県も市も廃炉体制だけの議論でいいのだろうか。
Date :2017-03-24(Fri)

昨日の報道は証人喚問一色。「天知る地知る我知る人知る」(だれも知るまいと思っても、悪事や隠し事はいつかは必ず発覚する。周りをだませても、天や地の神様は知っている。ましてや自分をごまかすことはできない)、

平たく言うと、正直にと思うが、不謹慎かもしれないが、証人は破れかぶれに登場したようにも思う。小学校認可取消で10億円の負債をかかえることになるとか。

ところで、昨日、文部科学省が県庁を訪れ、もんじゅを運営する日本原子力研究開発機構に廃炉に取り組む新たな部門を設けるなどして、着実に作業を進める体制をつくる考えを伝えた。

先日、報道で出された原子力機構の中に廃炉事業に特化した部門を設け、電力会社やメーカーから専門的な知識がある人材を迎え、廃炉の具体的な計画づくりなどを進めることにしている。

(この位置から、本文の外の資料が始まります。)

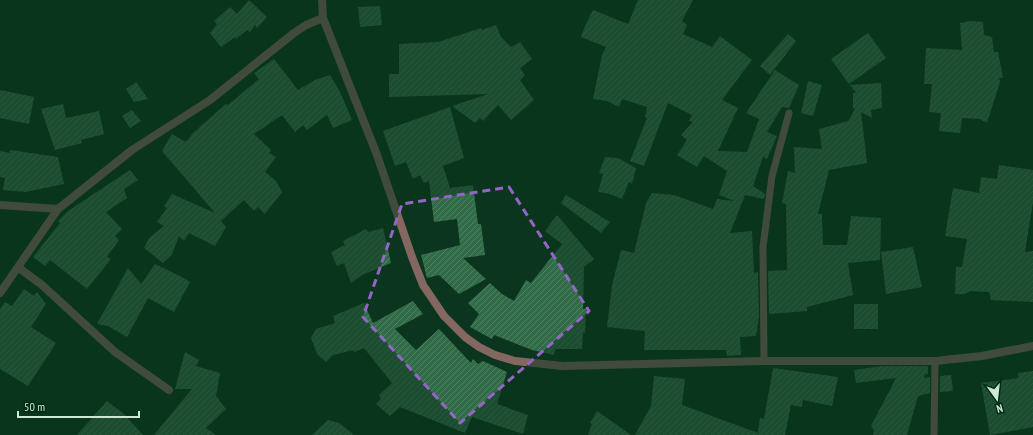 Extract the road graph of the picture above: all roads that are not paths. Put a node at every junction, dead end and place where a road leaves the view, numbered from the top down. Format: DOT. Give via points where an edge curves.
graph roads {
  1 [pos="322,0"];
  2 [pos="323,18"];
  3 [pos="789,113"];
  4 [pos="0,205"];
  5 [pos="58,209"];
  6 [pos="19,268"];
  7 [pos="0,293"];
  8 [pos="1033,346"];
  9 [pos="764,361"];
  10 [pos="935,361"];
  11 [pos="169,390"];
  12 [pos="934,435"];
  1 -- 2 [label="street"];
  2 -- 5 [label="street" via="294,33 210,100 132,150"];
  2 -- 9 [label="street" via="378,155 423,285 444,316 465,337 495,354 539,365"];
  3 -- 9 [label="lane" via="772,176 763,247"];
  4 -- 5 [label="street"];
  5 -- 6 [label="street"];
  6 -- 7 [label="street"];
  6 -- 11 [label="street" via="42,285 115,352"];
  8 -- 10 [label="street" via="982,356"];
  9 -- 10 [label="street"];
  10 -- 12 [label="lane"];
} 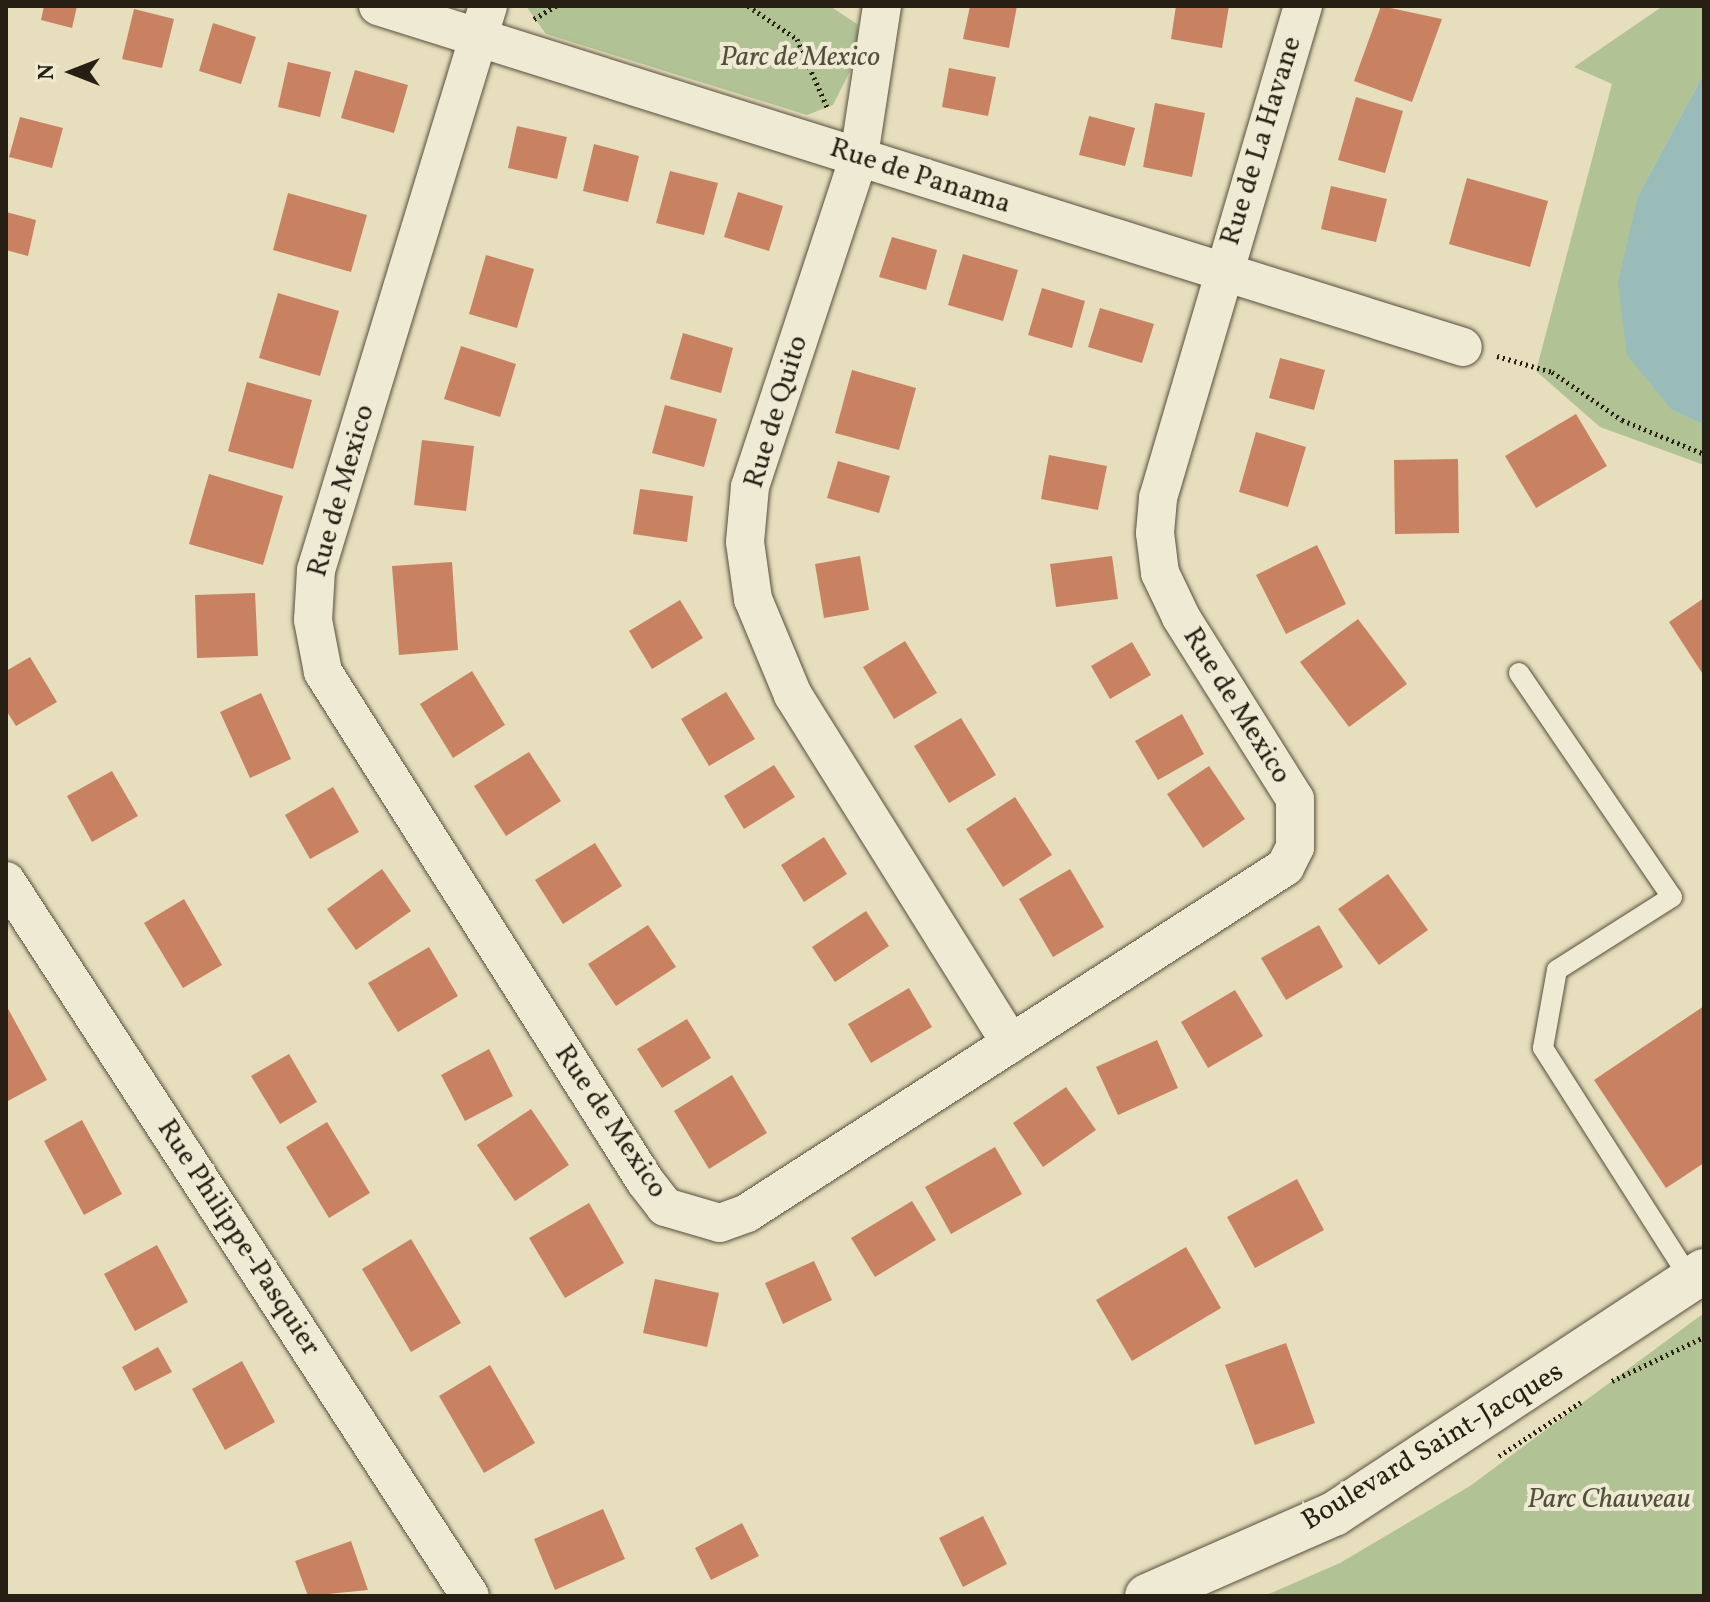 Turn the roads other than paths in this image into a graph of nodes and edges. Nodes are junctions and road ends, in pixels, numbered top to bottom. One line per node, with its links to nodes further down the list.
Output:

また、文部科学省、経済産業省、それに、省庁の司令塔、内閣官房でつくるチームを設け、政府一体となって廃炉作業を進めるほか、国内外の有識者でつくる専門家会合を設置し、廃炉作業に関する評価や助言を行うということ。

こうした体制案について、藤田副知事は廃炉作業に向けた現地体制や、電力やメーカーから招く外部人材などについて明確化するよう求めた。渕上市長も問題が多いとのこと。知事、県議会、市長ともに歩調を合わせて、反発をしている。

しかし、本当にこれでいいのだろうか。現場は体制はどうであれもう着実に廃炉に向けて動き出している。

安全は第一だが、廃炉作業によって着実に減る雇用と将来どうするのか、などの議論がないままの交渉が続いているようにも思う。作業員のなかには次の仕事を考え、敦賀を去ることも考えている方もいる。

せっかく、もんじゅによって機構を中心に芽生えたとも言える研究部門、若狭湾エネルギー研究センターや福井大学附属国際原子力工学研究所など、廃炉の進展とともにその求心力とも言えるものが、時間をかけて低下することが予想される。時間というファクターは目に見えないだけにこわい。

知事も市長も拳をあげただけで、もんじゅ廃炉で何が残るだろう。歩調を合わせての反発もいいが、東海村で廃炉になったJPDR(沸騰水型原子炉)の跡地は、確か綺麗な芝生だけが残っていることを忘れないでほしい。